- [EXERCISE DESCRIPTION]: If "paths" shows up in a line of the material, return that line.

- [SUPPLIED RECORDS]:
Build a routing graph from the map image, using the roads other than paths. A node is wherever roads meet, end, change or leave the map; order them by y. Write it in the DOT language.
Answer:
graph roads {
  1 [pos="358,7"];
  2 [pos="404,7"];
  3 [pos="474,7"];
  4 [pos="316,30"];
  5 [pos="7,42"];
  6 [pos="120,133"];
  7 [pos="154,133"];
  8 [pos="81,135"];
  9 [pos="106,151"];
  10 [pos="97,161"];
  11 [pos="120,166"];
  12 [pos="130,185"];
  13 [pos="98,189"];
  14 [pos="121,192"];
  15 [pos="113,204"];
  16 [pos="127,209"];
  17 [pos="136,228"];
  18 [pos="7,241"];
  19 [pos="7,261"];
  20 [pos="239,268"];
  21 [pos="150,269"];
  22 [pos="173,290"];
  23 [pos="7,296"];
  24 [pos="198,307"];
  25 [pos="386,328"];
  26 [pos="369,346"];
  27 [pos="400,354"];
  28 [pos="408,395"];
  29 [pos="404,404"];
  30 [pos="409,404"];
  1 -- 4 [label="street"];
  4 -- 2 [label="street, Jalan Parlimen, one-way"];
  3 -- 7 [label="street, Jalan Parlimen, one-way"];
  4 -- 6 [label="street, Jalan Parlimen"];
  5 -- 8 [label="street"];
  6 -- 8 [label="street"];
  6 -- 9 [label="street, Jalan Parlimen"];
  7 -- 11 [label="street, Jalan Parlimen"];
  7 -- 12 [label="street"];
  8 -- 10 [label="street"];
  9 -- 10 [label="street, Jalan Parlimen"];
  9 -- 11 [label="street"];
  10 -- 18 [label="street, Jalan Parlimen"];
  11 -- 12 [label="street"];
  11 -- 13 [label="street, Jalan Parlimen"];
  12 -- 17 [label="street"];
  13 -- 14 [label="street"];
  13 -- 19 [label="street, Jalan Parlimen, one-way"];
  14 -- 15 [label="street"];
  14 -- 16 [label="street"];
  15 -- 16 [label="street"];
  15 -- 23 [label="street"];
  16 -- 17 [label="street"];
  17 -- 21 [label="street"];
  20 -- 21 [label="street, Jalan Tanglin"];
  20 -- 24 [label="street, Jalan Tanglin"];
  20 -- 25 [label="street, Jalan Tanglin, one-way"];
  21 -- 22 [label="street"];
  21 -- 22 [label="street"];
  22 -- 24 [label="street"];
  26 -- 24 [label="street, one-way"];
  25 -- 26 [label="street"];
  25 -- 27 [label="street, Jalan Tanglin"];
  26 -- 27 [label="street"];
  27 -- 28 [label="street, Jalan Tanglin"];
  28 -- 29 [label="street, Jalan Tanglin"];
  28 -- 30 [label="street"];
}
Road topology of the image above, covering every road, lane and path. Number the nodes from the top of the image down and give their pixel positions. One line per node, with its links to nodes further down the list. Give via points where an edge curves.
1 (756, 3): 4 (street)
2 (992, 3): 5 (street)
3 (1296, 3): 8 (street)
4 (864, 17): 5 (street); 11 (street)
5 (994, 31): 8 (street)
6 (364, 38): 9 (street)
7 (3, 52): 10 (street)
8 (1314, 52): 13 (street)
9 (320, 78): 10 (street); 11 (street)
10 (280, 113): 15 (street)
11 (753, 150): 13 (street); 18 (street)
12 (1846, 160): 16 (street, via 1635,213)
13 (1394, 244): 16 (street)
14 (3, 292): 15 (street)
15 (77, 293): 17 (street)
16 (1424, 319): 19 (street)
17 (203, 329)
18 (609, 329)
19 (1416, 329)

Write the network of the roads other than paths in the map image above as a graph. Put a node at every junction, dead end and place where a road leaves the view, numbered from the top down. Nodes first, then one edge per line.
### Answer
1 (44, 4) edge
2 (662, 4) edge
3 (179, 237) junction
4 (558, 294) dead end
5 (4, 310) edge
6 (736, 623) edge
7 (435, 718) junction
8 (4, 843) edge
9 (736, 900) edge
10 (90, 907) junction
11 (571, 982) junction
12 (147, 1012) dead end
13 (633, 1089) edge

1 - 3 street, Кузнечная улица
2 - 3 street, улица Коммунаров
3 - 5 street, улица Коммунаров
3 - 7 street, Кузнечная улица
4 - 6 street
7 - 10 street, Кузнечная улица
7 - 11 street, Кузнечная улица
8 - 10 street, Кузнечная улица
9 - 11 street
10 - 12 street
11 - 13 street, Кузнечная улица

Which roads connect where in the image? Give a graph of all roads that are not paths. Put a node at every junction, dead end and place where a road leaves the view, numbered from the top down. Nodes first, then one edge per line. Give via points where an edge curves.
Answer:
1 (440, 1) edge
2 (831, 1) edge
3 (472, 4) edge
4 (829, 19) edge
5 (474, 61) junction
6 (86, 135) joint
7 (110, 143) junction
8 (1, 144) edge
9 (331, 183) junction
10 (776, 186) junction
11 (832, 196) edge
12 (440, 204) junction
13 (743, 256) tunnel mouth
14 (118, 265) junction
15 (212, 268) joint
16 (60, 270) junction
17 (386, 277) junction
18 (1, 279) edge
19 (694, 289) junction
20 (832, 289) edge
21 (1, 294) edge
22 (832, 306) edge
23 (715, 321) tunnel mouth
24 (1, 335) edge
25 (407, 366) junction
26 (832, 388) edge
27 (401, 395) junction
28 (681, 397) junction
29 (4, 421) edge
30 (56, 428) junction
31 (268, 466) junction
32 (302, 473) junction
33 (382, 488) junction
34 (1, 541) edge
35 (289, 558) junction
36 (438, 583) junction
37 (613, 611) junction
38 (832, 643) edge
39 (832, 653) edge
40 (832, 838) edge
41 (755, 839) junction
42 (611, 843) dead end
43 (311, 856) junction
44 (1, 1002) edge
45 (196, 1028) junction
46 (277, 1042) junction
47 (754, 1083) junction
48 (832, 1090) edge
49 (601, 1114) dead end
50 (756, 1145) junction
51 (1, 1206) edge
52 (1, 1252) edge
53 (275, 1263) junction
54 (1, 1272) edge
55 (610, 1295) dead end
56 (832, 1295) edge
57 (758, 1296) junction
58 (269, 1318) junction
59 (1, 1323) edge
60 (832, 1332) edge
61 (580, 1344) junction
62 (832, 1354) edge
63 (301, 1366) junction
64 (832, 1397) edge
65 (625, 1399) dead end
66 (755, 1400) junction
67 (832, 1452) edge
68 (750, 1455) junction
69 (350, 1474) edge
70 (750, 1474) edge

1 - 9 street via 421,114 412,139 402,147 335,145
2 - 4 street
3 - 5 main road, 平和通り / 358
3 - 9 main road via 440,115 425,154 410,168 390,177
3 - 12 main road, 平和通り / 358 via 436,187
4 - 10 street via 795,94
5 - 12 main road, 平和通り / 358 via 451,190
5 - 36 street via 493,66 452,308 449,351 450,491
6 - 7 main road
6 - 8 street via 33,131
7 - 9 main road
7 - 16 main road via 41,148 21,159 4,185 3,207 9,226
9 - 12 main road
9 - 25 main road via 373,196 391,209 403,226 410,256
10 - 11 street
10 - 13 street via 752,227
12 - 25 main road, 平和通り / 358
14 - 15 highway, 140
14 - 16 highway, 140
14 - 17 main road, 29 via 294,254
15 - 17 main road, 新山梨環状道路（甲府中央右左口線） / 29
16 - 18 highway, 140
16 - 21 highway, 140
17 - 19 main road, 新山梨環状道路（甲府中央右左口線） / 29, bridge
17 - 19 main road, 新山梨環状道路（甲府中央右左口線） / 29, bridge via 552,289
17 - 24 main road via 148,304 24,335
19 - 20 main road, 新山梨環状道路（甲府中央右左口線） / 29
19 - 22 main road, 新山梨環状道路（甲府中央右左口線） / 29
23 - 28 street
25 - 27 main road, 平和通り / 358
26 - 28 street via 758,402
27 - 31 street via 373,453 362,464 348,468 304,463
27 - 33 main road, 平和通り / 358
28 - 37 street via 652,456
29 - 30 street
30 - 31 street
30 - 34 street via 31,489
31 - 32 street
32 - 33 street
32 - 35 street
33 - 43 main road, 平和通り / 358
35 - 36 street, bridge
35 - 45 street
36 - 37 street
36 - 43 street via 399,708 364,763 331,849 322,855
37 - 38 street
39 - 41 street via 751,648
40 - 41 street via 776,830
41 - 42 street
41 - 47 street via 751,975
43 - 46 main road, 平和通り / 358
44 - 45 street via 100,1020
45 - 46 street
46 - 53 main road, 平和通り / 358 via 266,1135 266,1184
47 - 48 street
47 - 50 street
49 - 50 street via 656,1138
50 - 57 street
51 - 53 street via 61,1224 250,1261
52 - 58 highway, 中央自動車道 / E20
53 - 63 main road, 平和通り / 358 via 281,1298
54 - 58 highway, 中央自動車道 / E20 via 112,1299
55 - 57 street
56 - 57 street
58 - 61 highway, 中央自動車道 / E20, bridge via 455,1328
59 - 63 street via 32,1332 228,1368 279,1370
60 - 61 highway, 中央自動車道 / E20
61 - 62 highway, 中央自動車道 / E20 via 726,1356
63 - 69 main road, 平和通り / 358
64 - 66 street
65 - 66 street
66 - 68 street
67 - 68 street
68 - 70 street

- [TASK RESULT]:
Build a routing graph from the map image, using the roads other than paths. A node is wherever roads meet, end, change or leave the map; order them by y. Write it in the DOT language.
Write the network of the roads other than paths in the map image above as a graph. Put a node at every junction, dead end and place where a road leaves the view, numbered from the top down. Nodes first, then one edge per line.
Which roads connect where in the image? Give a graph of all roads that are not paths. Put a node at every junction, dead end and place where a road leaves the view, numbered from the top down. Nodes first, then one edge per line. Give via points where an edge curves.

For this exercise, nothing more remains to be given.